It's required constant, often complex collaboration with landowners and other conservation groups.
"Land trusts are getting increasingly sophisticated in structuring partnerships with other nonprofits, businesses and governments that meet the financial objectives of the other parties, but more importantly result in conservation gains," Duvernoy said.
It's not always easy.
At the height of the dot-com boom, more than two dozen environmental and civic groups joined with high-tech millionaires. They formed the Cascades Conservation Partnership -- technically not a land trust, since its plan is to buy about 70,000 acres of land from timber companies and turn it over to the U.S. Forest Service rather than owning it and managing the land itself.
The plan drawn up three years ago was to raise $25 million in private money and get another $100 million from Congress. So far, the group has raised about $15 million, and Congress has pitched in only $40 million -- leaving $70 million left to raise.

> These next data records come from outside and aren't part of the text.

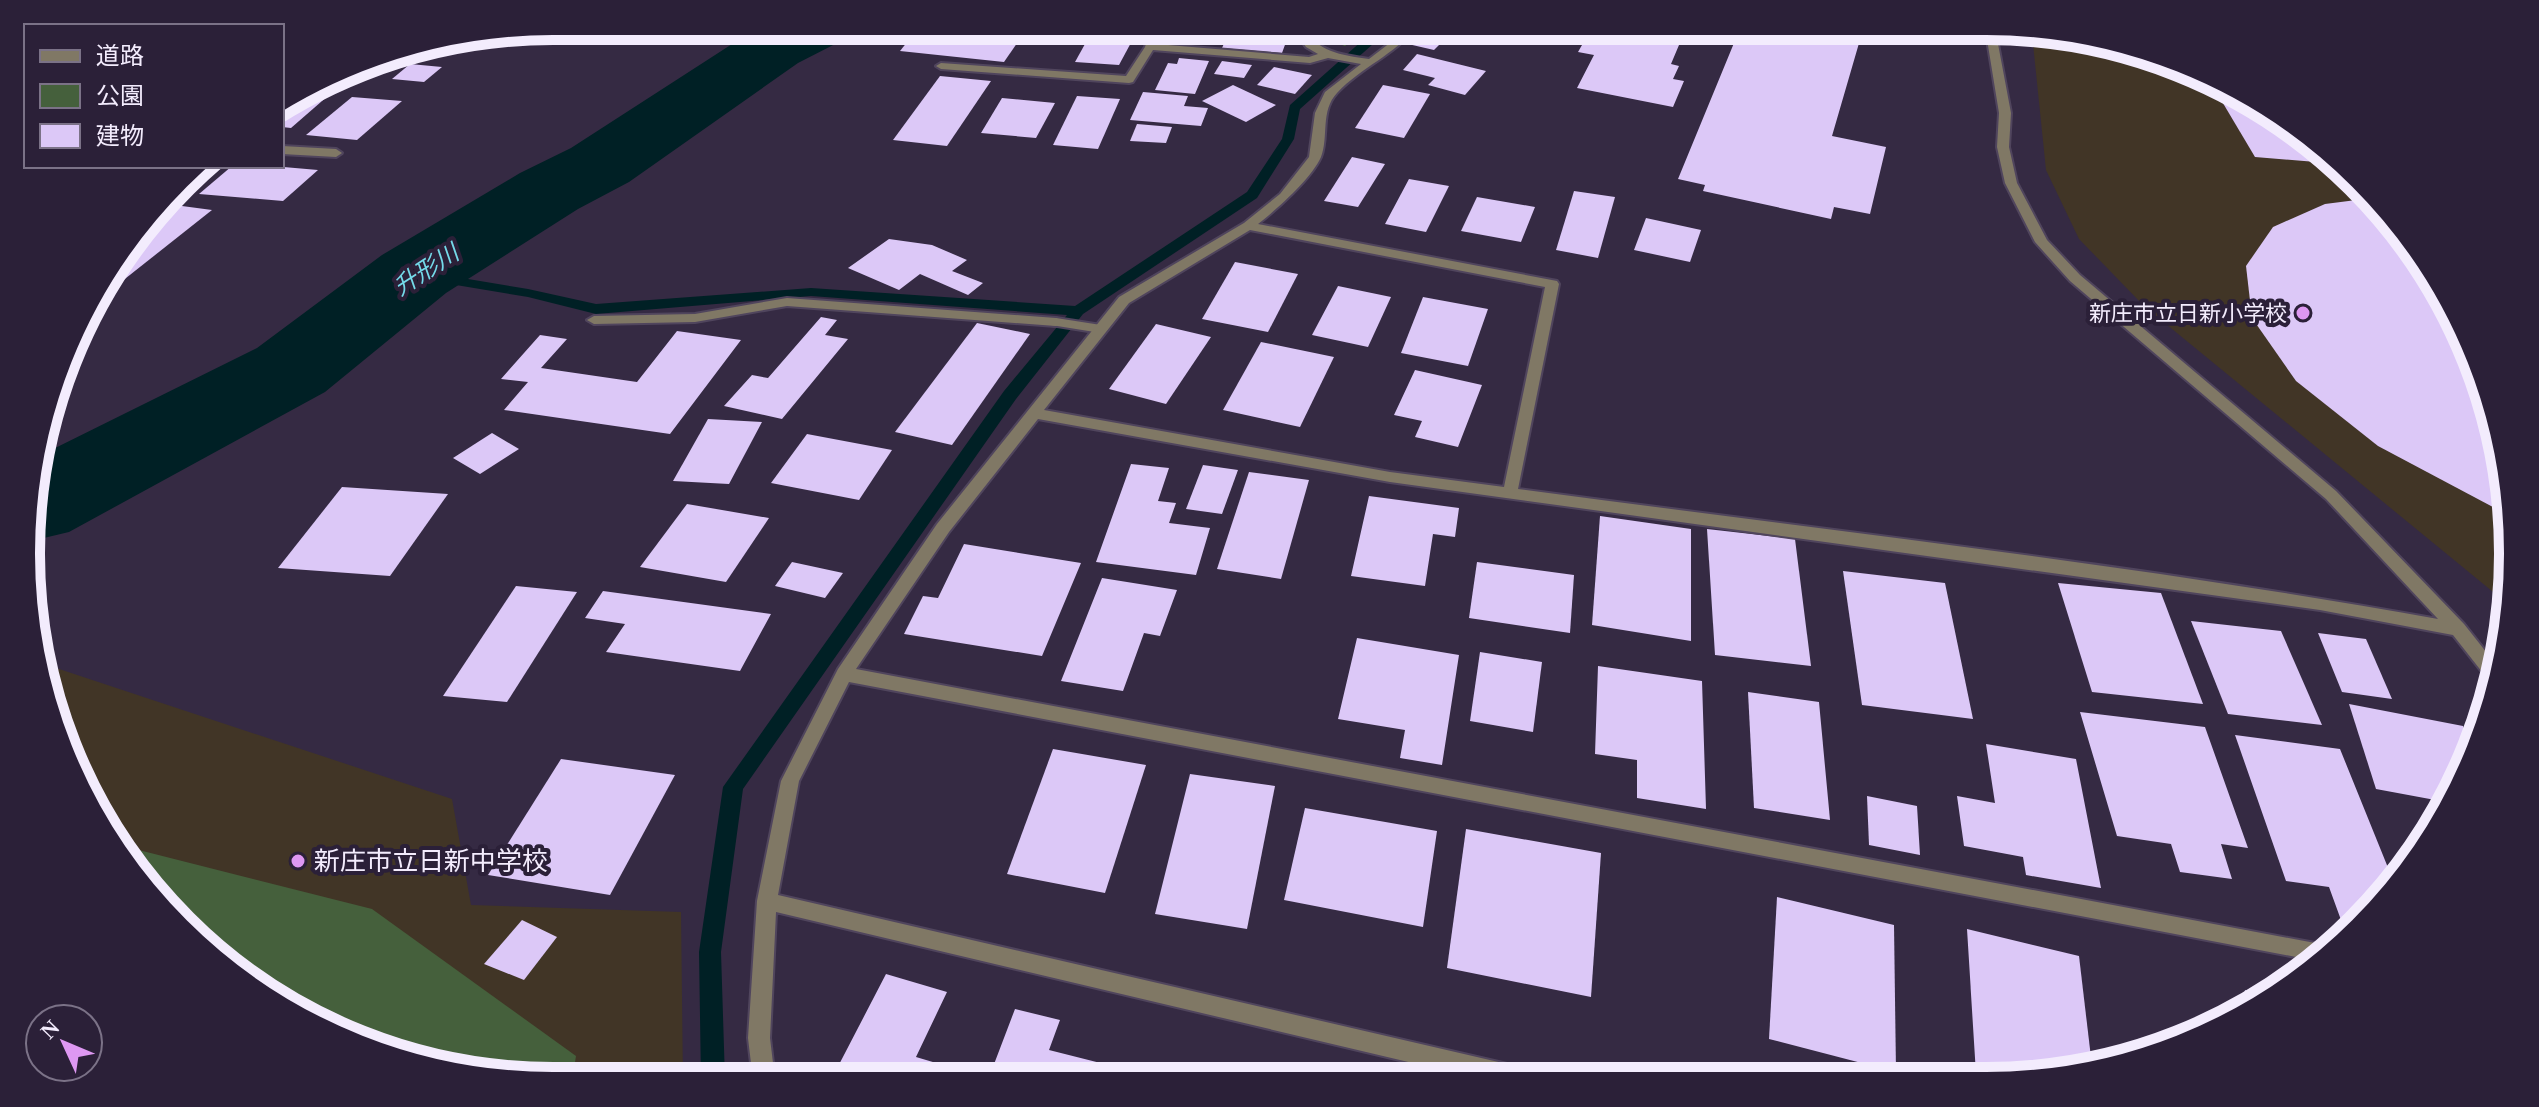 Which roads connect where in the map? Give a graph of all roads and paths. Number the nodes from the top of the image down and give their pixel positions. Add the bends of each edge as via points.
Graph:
1 (1152, 40) edge
2 (1304, 40) edge
3 (1400, 40) edge
4 (1992, 40) edge
5 (1150, 47) junction
6 (1326, 55) junction
7 (1369, 62) junction
8 (941, 66) dead end
9 (284, 150) edge
10 (336, 153) dead end
11 (1248, 226) junction
12 (594, 320) dead end
13 (1098, 328) junction
14 (1032, 413) junction
15 (1510, 493) junction
16 (2458, 629) junction
17 (2487, 665) edge
18 (844, 674) junction
19 (767, 901) junction
20 (2311, 950) edge
21 (762, 1067) edge
22 (1473, 1067) edge

1 - 5 street
2 - 6 street
3 - 7 street
4 - 16 street via 2011,183 2041,242 2075,278 2331,495
5 - 6 street via 1310,60
5 - 8 street via 1129,80
6 - 7 street
7 - 11 street via 1331,92 1321,113 1315,157 1284,197
9 - 10 street
11 - 13 street via 1124,300
11 - 15 street via 1552,284
12 - 13 street via 695,318 787,302
13 - 14 street
14 - 15 street via 1390,477
14 - 18 street via 943,528
15 - 16 street via 2320,604
16 - 17 street
18 - 19 street via 790,781
18 - 20 street
19 - 21 street via 759,1038
19 - 22 street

"These are challenging times both in terms of private philanthropy and federal budgets," said Mitch Friedman, executive director of the Northwest Ecosystem Alliance and a member of the conservation partnership's steering committee. "So we've focused our priorities on saving the vital organs, the key lands needed to maintain the habitat lifeline between the north and central Cascades."
On the smaller end of the scale, the Vashon-Maury Island Land Trust has set aside 376 acres in the past 12 years.
"Our island is between the metropolitan areas of Seattle and Tacoma, so there's an intense pressure for development in a really wonderful island setting," said Julie Burman, the group's executive director.
In 2001, the 470-member group worked with the Audubon Society to acquire 30 acres near a tree-ringed pond that falls within the northern migration route for neotropical songbirds. Its biggest deal to date was the $2.5 million 155-acre Shinglemill Salmon Preserve completed last year.
The Vashon-Maury Island Land Trust gets most of its money from federal, state and local grants. It also relies on private donations, dues from its 470 members, and various community fund-raisers, like tours of backyard gardens.
What's driving the land trust movement? Burman's theory is that "it's a recognition that the pressure from development is strong and if we're going to save special places, the time is now."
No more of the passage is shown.